I sympathize with the situations as both are common and ethical responses, in my opinion. I suspect, however, that the legal issues with modifying a commercial EA, are not in favor of the customer.
Then, there are the thieves that like someone else's work but don't want to pay for it. I unfortunately get this request all the time. OneStepRemoved.com does not offer decompiling services. Too many of the requests revolve around stealing other people's work.
If you sell expert advisors or sell custom indicators, the most appropriate approach is to program the MetaTrader file in a DLL. It's even better to encrypt the DLL.
The MQL language was not written with anything in mind other than trading. Code security and the risk of decompiling were not concerns of the MetaQuotes development team. That lead to a preponderance of MetaTrader programmers from Eastern Europe to develop MQL decompiling software and to release it on the internet. Going back and forth between the ex4 and mq4 formats is very, very easy.
Information loss after decompiling
Decompiling ex4 files does yield an mq4 file. That is not, however, the same thing as the original mq4 file. The decompiled ex4 file strips the variable names and replaces them with new machine names.
Good programming practices require naming variables after their purpose. When a variable maintains the distance of a stealth stop, the MQL programmer might name it stealthStop or stealthStopDistance. The decompiled version renames it to something hideous like i_594 or g_12. The decompiling process completely destroys the logical flow of the original mq4 file.
Now imagine a program with 30-50 variables. The name of every single one of those variables changes. The first overview of the code makes no sense. The variable names do not reflect their functionality in any way.
Function names and inputs, also called externs or external variables, are preserved. They do not make the structure of the code clear on their own. Together, they usually form enough information for the programmer to recreate the variable names.
The process of marking decompiled ex4 code and renaming the ugly variables takes at least 1.5 hours. It can many hours if the code is longer than a few hundred lines or the number of variables is unusually high. The review process is necessary if you intend to make any changes to the mq4 file. There's no way to go about modifying existing MQL code unless its current functionality is clear.

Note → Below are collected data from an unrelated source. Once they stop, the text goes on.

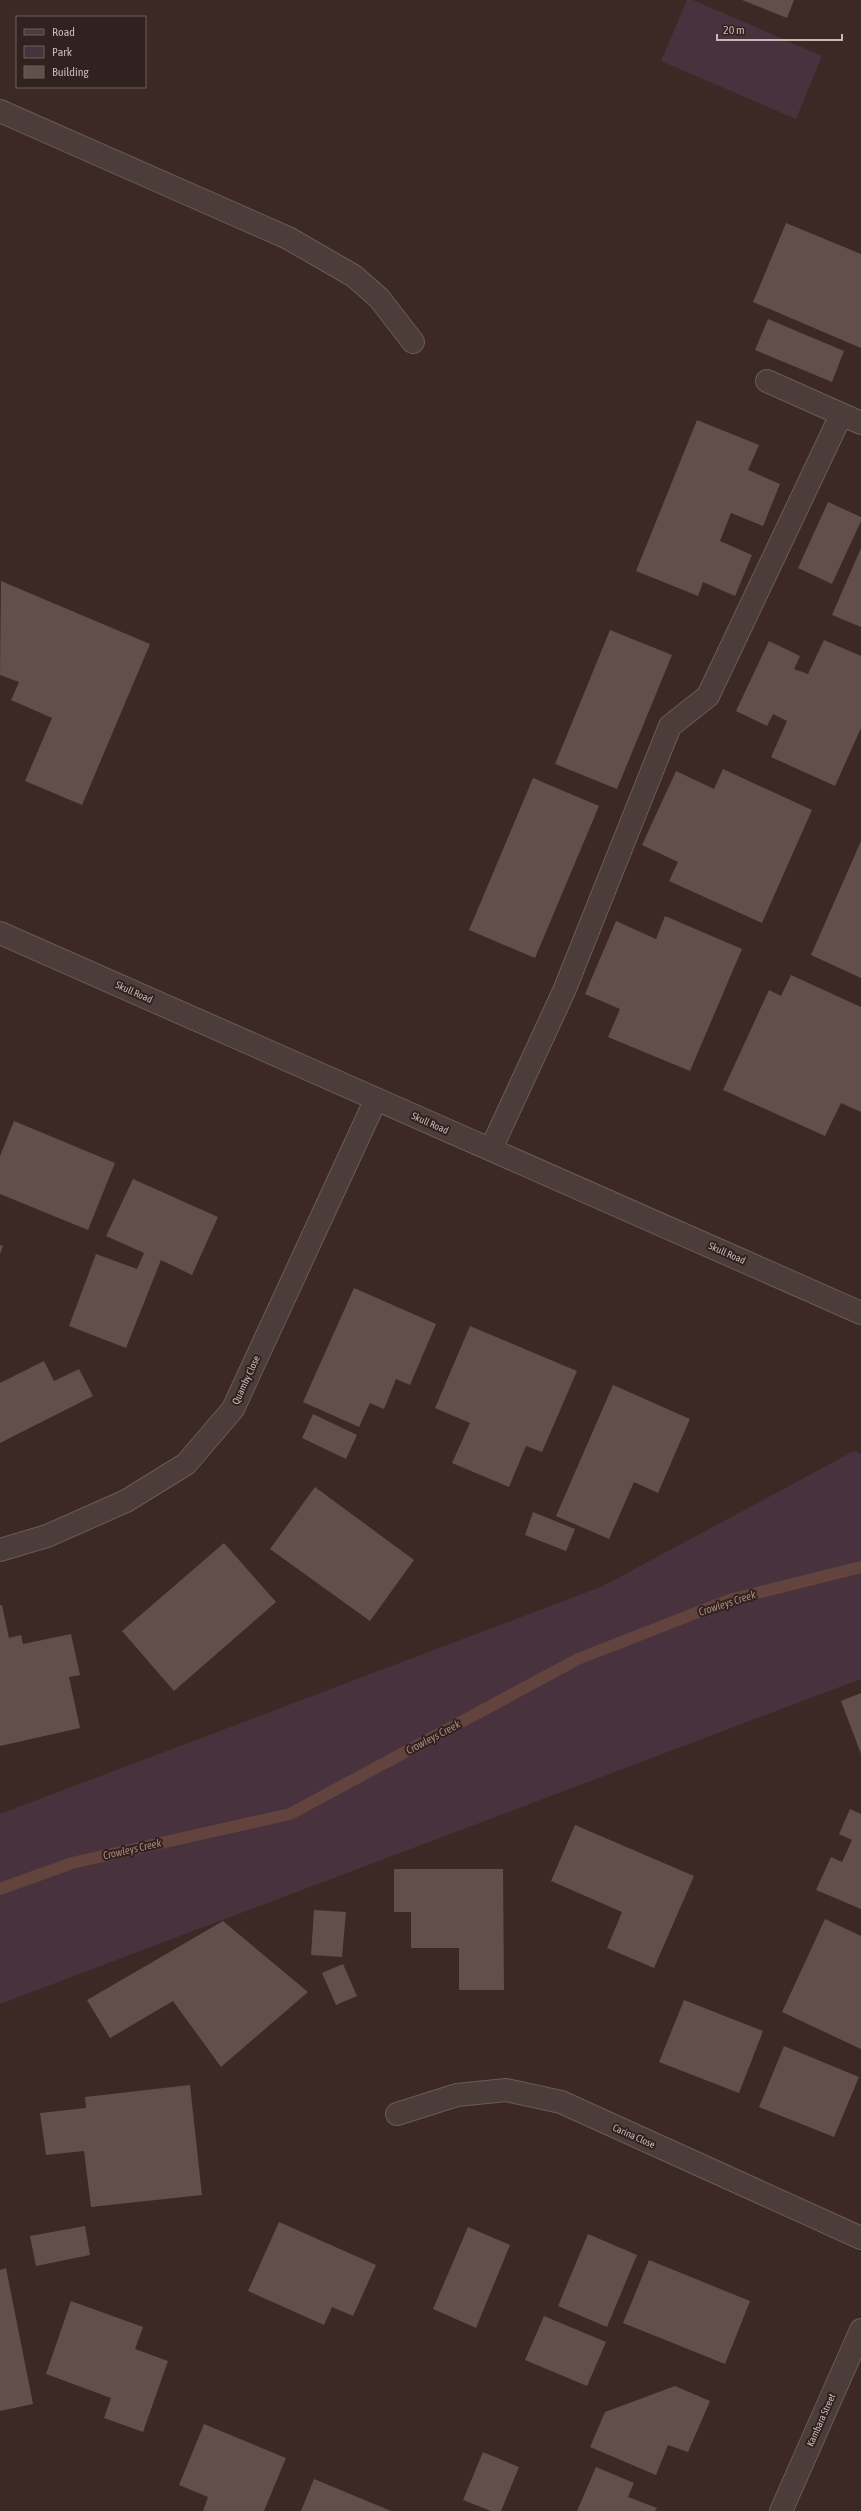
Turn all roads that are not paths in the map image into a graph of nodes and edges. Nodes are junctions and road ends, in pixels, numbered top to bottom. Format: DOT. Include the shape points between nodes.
graph roads {
  1 [pos="0,111"];
  2 [pos="413,342"];
  3 [pos="767,381"];
  4 [pos="841,415"];
  5 [pos="861,423"];
  6 [pos="0,932"];
  7 [pos="376,1099"];
  8 [pos="491,1150"];
  9 [pos="861,1313"];
  10 [pos="0,1550"];
  11 [pos="397,2114"];
  12 [pos="861,2238"];
  13 [pos="861,2330"];
  14 [pos="781,2511"];
  1 -- 2 [label="street" via="288,238 354,276 379,298"];
  3 -- 4 [label="street"];
  4 -- 5 [label="street"];
  4 -- 8 [label="street" via="708,696 670,726 564,991"];
  6 -- 7 [label="street, Skull Road"];
  7 -- 8 [label="street, Skull Road"];
  7 -- 10 [label="street, Quamby Close" via="233,1409 186,1464 126,1501 47,1536"];
  8 -- 9 [label="street, Skull Road"];
  11 -- 12 [label="street, Carina Close" via="457,2095 506,2090 560,2102"];
  13 -- 14 [label="street, Kambara Street"];
}
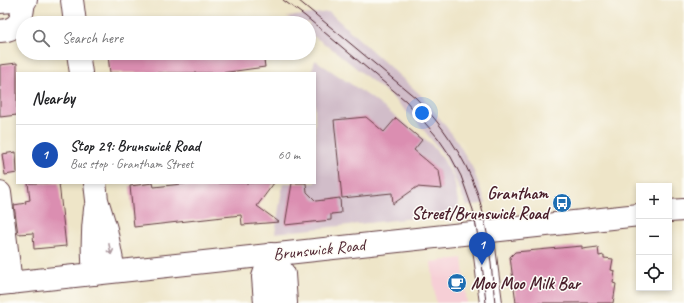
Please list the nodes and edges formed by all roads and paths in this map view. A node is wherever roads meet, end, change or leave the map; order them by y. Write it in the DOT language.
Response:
graph roads {
  1 [pos="25,0"];
  2 [pos="0,2"];
  3 [pos="22,16"];
  4 [pos="16,25"];
  5 [pos="0,31"];
  6 [pos="79,60"];
  7 [pos="81,72"];
  8 [pos="96,192"];
  9 [pos="0,194"];
  10 [pos="684,210"];
  11 [pos="672,211"];
  12 [pos="636,215"];
  13 [pos="482,232"];
  14 [pos="271,254"];
  15 [pos="104,273"];
  16 [pos="5,283"];
  17 [pos="264,303"];
  18 [pos="286,303"];
  19 [pos="491,303"];
  1 -- 2 [label="main road"];
  1 -- 3 [label="main road"];
  4 -- 5 [label="main road"];
  6 -- 7 [label="main road"];
  8 -- 15 [label="main road"];
  9 -- 16 [label="main road"];
  10 -- 11 [label="main road"];
  12 -- 13 [label="main road, Brunswick Road"];
  13 -- 14 [label="main road, Brunswick Road"];
  13 -- 19 [label="main road"];
  14 -- 15 [label="main road, Brunswick Road"];
  14 -- 17 [label="main road"];
  14 -- 18 [label="main road"];
  15 -- 16 [label="main road, Brunswick Road"];
}
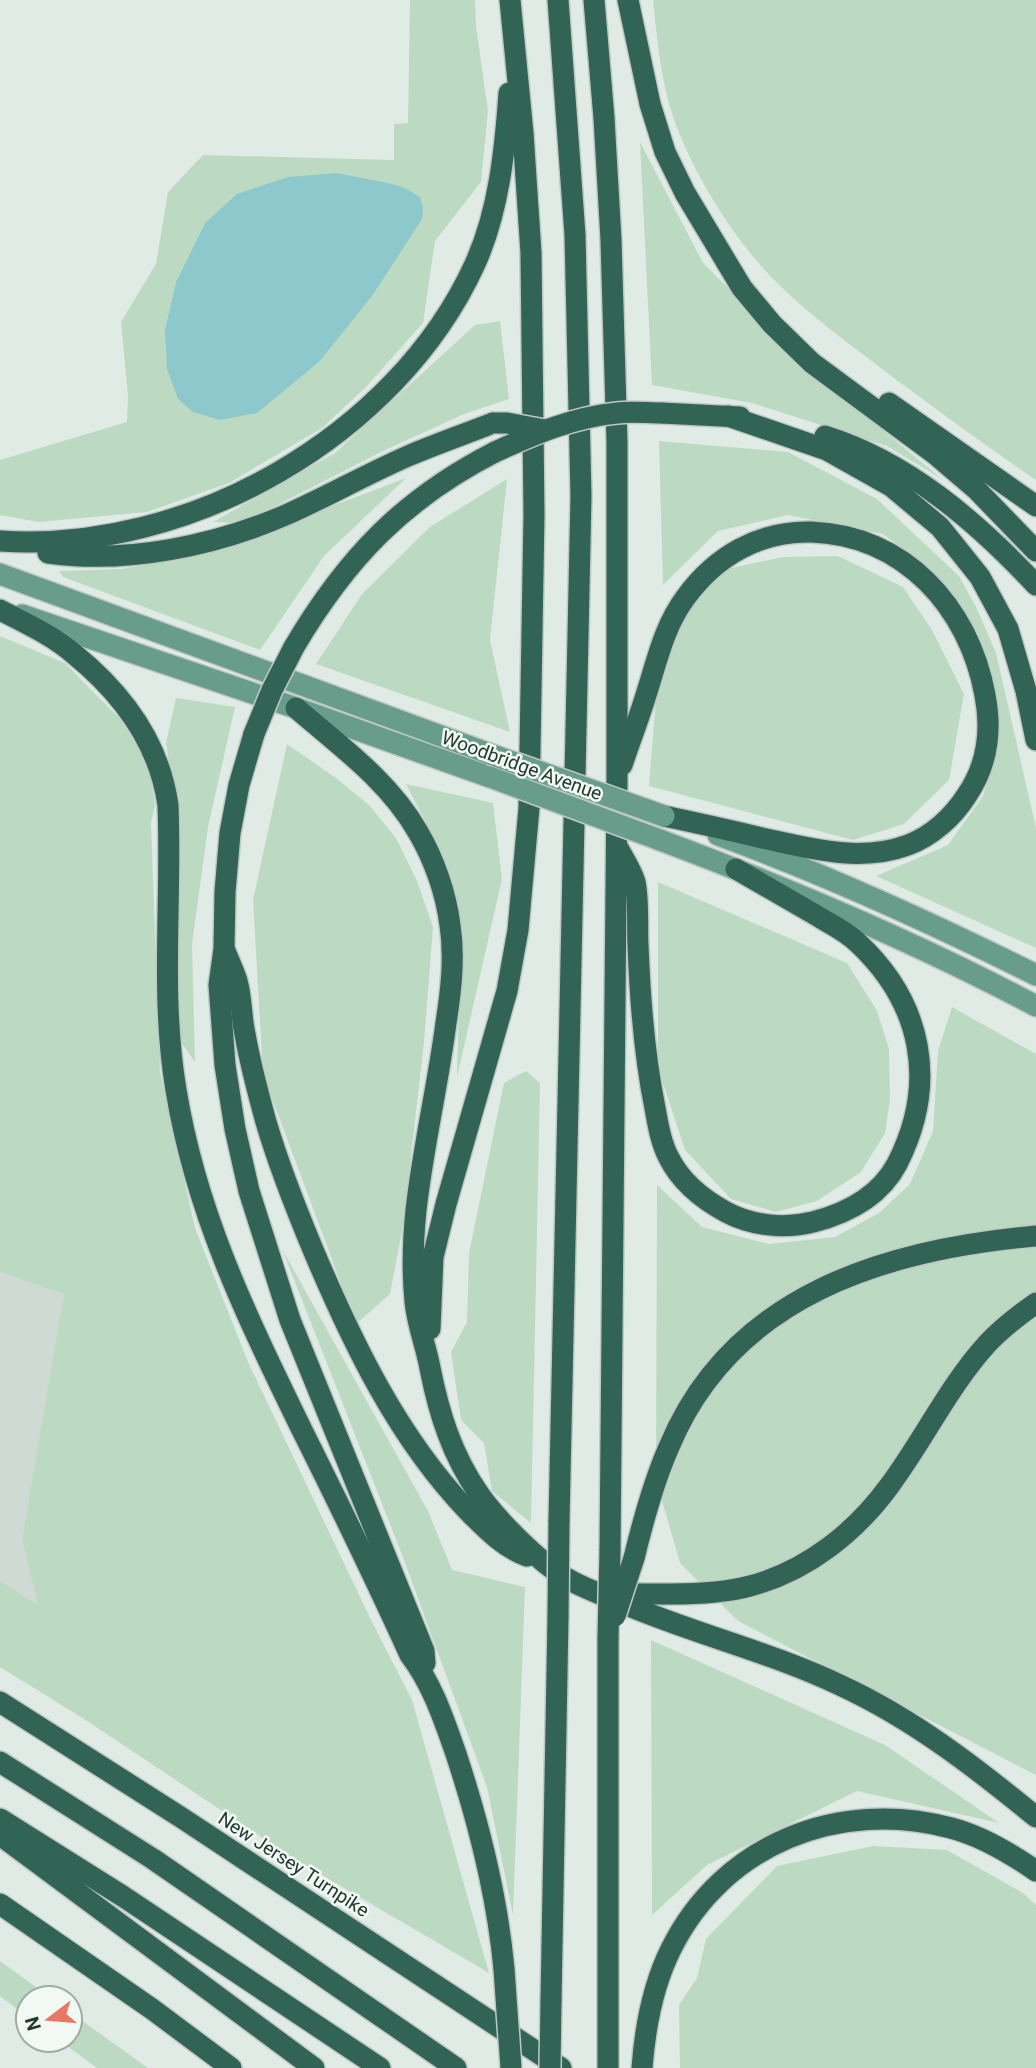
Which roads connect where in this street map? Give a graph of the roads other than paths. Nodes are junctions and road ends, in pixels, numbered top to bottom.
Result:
1 (510, 0) edge
2 (558, 0) edge
3 (594, 0) edge
4 (628, 0) edge
5 (514, 32) junction
6 (724, 261) junction
7 (728, 416) junction
8 (545, 430) junction
9 (1036, 506) edge
10 (0, 543) edge
11 (1036, 551) edge
12 (0, 574) edge
13 (1036, 585) edge
14 (0, 608) edge
15 (296, 708) junction
16 (1036, 740) edge
17 (617, 780) junction
18 (664, 816) junction
19 (616, 843) junction
20 (736, 869) junction
21 (224, 950) junction
22 (1036, 975) edge
23 (1036, 1006) edge
24 (1036, 1236) edge
25 (1036, 1303) edge
26 (430, 1366) junction
27 (544, 1561) junction
28 (589, 1589) junction
29 (608, 1638) junction
30 (426, 1675) junction
31 (0, 1702) edge
32 (0, 1762) edge
33 (1036, 1817) edge
34 (0, 1819) edge
35 (0, 1835) edge
36 (1036, 1871) edge
37 (0, 1904) edge
38 (231, 2068) edge
39 (314, 2068) edge
40 (380, 2068) edge
41 (456, 2068) edge
42 (511, 2068) edge
43 (550, 2068) edge
44 (561, 2068) edge
45 (608, 2068) edge
46 (642, 2068) edge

Changes to the mq4 file are exactly like any other MT4 programming project once the review process ends. The coder must program the changes and debug the file to ensure that it works properly.
Find an ex4 decompiler
You can run a basic search for "mql decompiler", "ex4 mq4 decompile" or any similar combination. The results pages usually show stiff competition among the vendors. It's not uncommon to get files decompiled for $8-15 per file.
The file delivery times vary between individual vendors. I've heard reports that it can take anywhere from a few hours to a week to receive decompiled files. Assuming that you're decompiling a file for a legitimate reason, it's hard to know who to trust. The industry, after all, largely targets customers that are stealing. Asking for a trustworthy decompiling service is akin to asking for a trustworthy thief.